Many of the fund managers are Ivy League-trained with impeccable pedigrees and intellect, so what gives? How could you avoid the pitfalls they so commonly fall into?
#1 – Don’t Fall Narratives
In the financial media, narratives are commonplace. It’s hard for a CEO to pitch his/her firm as the next Amazon unless they, well, pitch their firm as the next Amazon, or the Amazon of such and such.
Some common examples of narratives over the past few years include:
- “Affirm is disrupting credit cards”
- “Upstart if making FICO obsolete”
Why would you buy old-fashioned Mastercard or Visa when they’re about to get disintermediated by Affirm, which allows customers to buy now and pay later with 0% interest for a fixed time period? Affirm is a much better value proposition to customers vs having a credit card, at least so said the narrative.
Similarly, FICO was written off as a crusty remnant of another age. It was “clear that Upstart” was a superior solution because it included so many other variables ignored by FICO to better evaluate credit risk.
As it turned out, both Affirm and Upstart share prices plunged by as much as 90%.
When you buy into a narrative, you can easily become attached to a stock. “I’m buying for the long-term” you tell yourself. And so you stick with the stock when its share price starts to fall. But then it falls further, and further, and suddenly your portfolio is down big, but still you cling to the narrative.
If you had not become attached to the “story” behind the stock, you probably would have made a smarter, more rational decision and sold the stock when a small loss was incurred. That’s smart trading in a nutshell, small losses, bigger wins. The old adage “cut losers quickly and let winners run” is sage advice.
#2 – Stop Forecasting
Some wise person once said there are two types of forecasters: those that don’t know and those that know they don’t know.
In the stock market, you should be wary of forecasting. But first you need to know what forecasting is. So let’s start with this example.
If you had an empty bucket and filled 10% of it up with water, and came back tomorrow and filled up another 10% and did so every day for 10 days, how much water would be in the bucket by the end of day 10?
Obviously, the bucket would be completely full.
Now if on day 1 you knew that each day an additional 10% would be filled, is it a forecast to predict the bucket would be full by the end of the tenth day?
Perhaps, but the odds of being wrong are slim because the forecast was quantitatively based.
That’s analogous to how Warren Buffett invests. He doesn’t guess where the market will be or where rates will be or where the economy will be. Instead, he can (we’ll simplify matters) assess the free cash flows of a company and quantitatively assess what the sum of those will be over time and how that will affect market capitalization.
A different type of forecasting is the charlatan who claims the S&P 500 will rise by 50% or fall by 50%, but provides no evidence or quantitative support to their hyped-up prediction.
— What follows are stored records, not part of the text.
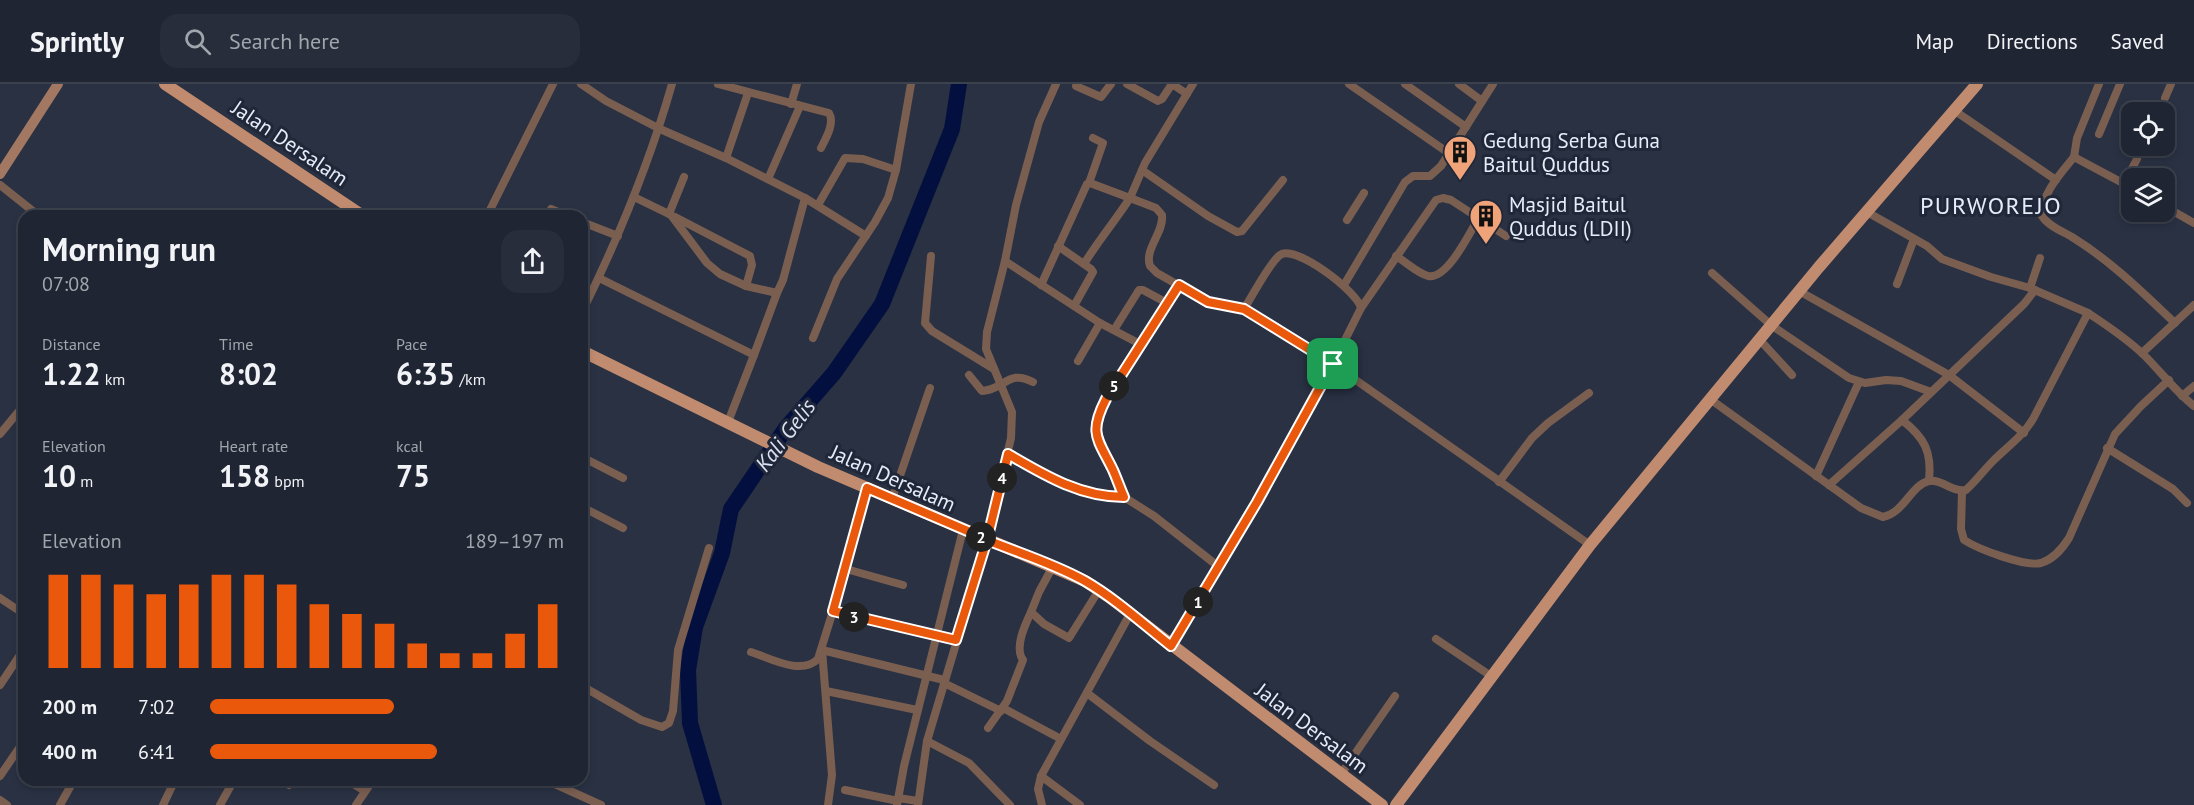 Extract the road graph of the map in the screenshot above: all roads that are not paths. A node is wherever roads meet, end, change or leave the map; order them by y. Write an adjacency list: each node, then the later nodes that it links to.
1 (58, 84): 41 (street)
2 (165, 84): 55 (main road, Jalan Dersalam)
3 (553, 84): 56 (street)
4 (581, 84): 30 (street)
5 (672, 84): 30 (street)
6 (718, 84): 22 (street)
7 (798, 84): 26 (street)
8 (911, 84): 39 (street)
9 (1056, 84): 72 (street)
10 (1111, 84): 21 (street)
11 (1127, 84): 23 (street)
12 (1193, 84): 23 (street)
13 (1349, 84): 34 (street)
14 (1406, 84): 29 (street)
15 (1459, 84): 25 (street)
16 (1493, 84): 25 (street)
17 (1977, 84): 28 (main road)
18 (2099, 84): 35 (street)
19 (2120, 84): 31 (street)
20 (2171, 84): 24 (street)
21 (1076, 86)
22 (748, 93): 26 (street); 36 (street)
23 (1186, 94): 40 (street)
24 (2165, 98)
25 (1482, 101): 29 (street)
26 (791, 104): 27 (street)
27 (800, 106): 33 (street); 43 (street)
28 (1955, 111): 45 (street); 57 (main road)
29 (1466, 127): 34 (street)
30 (660, 129): 36 (street); 50 (street)
31 (2099, 134)
32 (1093, 138): 47 (street)
33 (822, 148)
34 (1450, 154): 79 (street)
35 (2074, 157): 45 (street); 46 (street)
36 (726, 158): 43 (street)
37 (2137, 159): 38 (street)
38 (2134, 168)
39 (896, 170): 53 (street); 65 (street)
40 (1142, 170): 44 (street); 52 (street)
41 (0, 174)
42 (684, 177): 59 (street)
43 (768, 179): 51 (street)
44 (1283, 180)
45 (2056, 180): 92 (street)
46 (2121, 182)
47 (1089, 183): 52 (street); 68 (street)
48 (0, 185): 54 (street)
49 (1364, 193): 61 (street)
50 (634, 197): 59 (street); 64 (street)
51 (805, 198): 53 (street); 83 (street)
52 (1130, 198): 73 (street); 78 (street)
53 (818, 205): 65 (street)
54 (31, 210)
55 (354, 210)
56 (490, 210)
57 (1867, 212): 67 (street); 82 (main road)
58 (2175, 213): 63 (street)
59 (670, 214): 80 (street); 80 (street)
60 (1478, 219): 66 (street); 70 (street); 70 (street)
61 (1347, 220)
62 (588, 224): 64 (street)
63 (2194, 224)
64 (618, 236): 75 (street)
65 (866, 236): 95 (street)
66 (1506, 236)
67 (1914, 239): 76 (street); 81 (street)
68 (1058, 246): 73 (street); 77 (street)
69 (931, 256): 103 (street)
70 (1396, 256): 88 (street)
71 (2040, 258): 81 (street)
72 (1005, 261): 77 (street); 103 (street)
73 (1084, 264): 87 (street)
74 (1712, 273): 93 (street)
75 (599, 278): 84 (street); 100 (street)
76 (1897, 284)
77 (1041, 285): 87 (street)
78 (1179, 285): 85 (street); 89 (street)
79 (1344, 285): 88 (street); 89 (street)
80 (746, 286): 83 (street)
81 (2033, 289): 90 (street); 106 (street)
82 (1799, 291): 93 (main road); 106 (street)
83 (777, 293): 100 (street)
84 (588, 300)
85 (1167, 303): 94 (street); 97 (street)
86 (2194, 305): 92 (street)
87 (1074, 306): 91 (street)
88 (1361, 308): 102 (street)
89 (1244, 309): 102 (street)
90 (2088, 313): 98 (street); 123 (street)
91 (1101, 323): 94 (street); 101 (street)
92 (2175, 323): 98 (street)
93 (1771, 325): 96 (main road); 109 (street)
94 (1114, 330): 97 (street)
95 (813, 338)
96 (1759, 339): 105 (street); 116 (main road)
97 (1140, 344): 135 (street)
98 (2142, 353): 107 (street)
99 (588, 354): 121 (main road, Jalan Dersalam)
100 (754, 355): 121 (street)
101 (1078, 361)
102 (1333, 364): 131 (street); 145 (street)
103 (995, 370): 110 (street)
104 (969, 375): 110 (street)
105 (1792, 375)
106 (1949, 375): 113 (street); 123 (street)
107 (2169, 380): 115 (street); 125 (street)
108 (1033, 382): 110 (street)
109 (1859, 382): 113 (street); 128 (street)
110 (1002, 385): 126 (street)
111 (2194, 386): 115 (street)
112 (930, 388): 136 (street)
113 (1931, 392): 119 (street)
114 (1589, 393): 131 (street)
115 (2182, 396): 117 (street)
116 (1710, 399): 128 (street); 142 (main road)
117 (2194, 406)
118 (18, 413): 122 (street)
119 (1902, 420): 130 (street); 132 (street)
120 (0, 421): 122 (street)
121 (728, 422): 133 (main road, Jalan Dersalam)
122 (7, 427): 124 (street)
123 (2024, 433): 134 (street)
124 (0, 434)
125 (2107, 448): 134 (street); 137 (street)
126 (1008, 454): 135 (street); 141 (street)
127 (588, 461): 129 (street)
128 (1816, 476): 132 (street)
129 (623, 478)
130 (1929, 481): 132 (street); 134 (street)
131 (1499, 482): 142 (street)
132 (1829, 485)
133 (867, 488): 136 (main road, Jalan Dersalam); 146 (street)
134 (1962, 491)
135 (1124, 497): 145 (street)
136 (892, 500): 140 (main road, Jalan Dersalam)
137 (2187, 503)
138 (588, 510): 139 (street)
139 (623, 528)
140 (965, 531): 141 (main road, Jalan Dersalam); 154 (street)
141 (985, 539): 144 (main road, Jalan Dersalam); 155 (street)
142 (1590, 545): 162 (main road)
143 (709, 548): 165 (street)
144 (1053, 566): 148 (main road, Jalan Dersalam); 152 (street)
145 (1219, 567): 157 (street)
146 (846, 569): 147 (street); 151 (street)
147 (903, 585)
148 (1099, 590): 152 (street); 153 (main road, Jalan Dersalam)
149 (0, 598): 150 (street)
150 (18, 610)
151 (833, 611): 154 (street); 158 (street)
152 (1031, 612): 170 (street)
153 (1130, 614): 157 (main road, Jalan Dersalam); 167 (street)
154 (938, 636): 155 (street); 161 (street)
155 (953, 639): 163 (street)
156 (1436, 639): 162 (street)
157 (1171, 646): 175 (main road, Jalan Dersalam)
158 (822, 650): 159 (street); 161 (street); 166 (street)
159 (751, 652)
160 (18, 658): 164 (street)
161 (926, 675): 163 (street); 169 (street)
162 (1491, 676): 201 (main road)
163 (944, 682): 170 (street); 173 (street)
164 (0, 685)
165 (588, 689)
166 (825, 691): 169 (street); 196 (street)
167 (1087, 693): 172 (street); 178 (street)
168 (1395, 696): 175 (street)
169 (918, 710): 188 (street)
170 (1002, 710): 171 (street); 172 (street)
171 (988, 729)
172 (1061, 739): 177 (street)
173 (927, 741): 189 (street); 197 (street)
174 (18, 750): 176 (street)
175 (1341, 774): 200 (main road, Jalan Dersalam)
176 (0, 776)
177 (1041, 776): 198 (street); 199 (street)
178 (1214, 785)
179 (71, 786): 191 (street)
180 (172, 786): 192 (street)
181 (231, 786): 193 (street)
182 (357, 786): 186 (street)
183 (369, 786): 186 (street)
184 (559, 786): 195 (street)
185 (846, 790): 188 (street)
186 (365, 791): 194 (street)
187 (0, 800): 190 (street)
188 (898, 801): 189 (street)
189 (918, 803)
190 (7, 805)
191 (60, 805)
192 (163, 805)
193 (220, 805)
194 (356, 805)
195 (601, 805)
196 (828, 805)
197 (1010, 805)
198 (1042, 805)
199 (1080, 805)
200 (1382, 805)
201 (1396, 805)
That type of forecast is generally made to entice a click and line their pockets, but usually not yours.
2 Trading Tips to 2x Your Returns
If all you ever did was put a post-it note in front of your computer before you make a trade and it has two checkboxes that read:
- Am I buying this stock because of a narrative?
- Am I buying this stock because of a forecast?
If you answer yes to either question, stop.
The tens of thousands of shareholders who bought Upstart and Affirm because of their “narratives” could have saved themselves enormous sums of money had they simply realized they were buying into a story.
If you’re not sure whether you’re stepping on a landmine, do the “bucket” test.
Ask yourself if you can sum up the cash flows over the next 5 years and arrive at a market valuation for a stock you’re considering buying. If you can’t, pause, and do the calculation before you hit the Buy button.
I’d hazard a guess that alone could well 2x your returns. At the very least, I suspect you’ll save yourself from losing a bunch of money holding losing positions when they start to go wrong.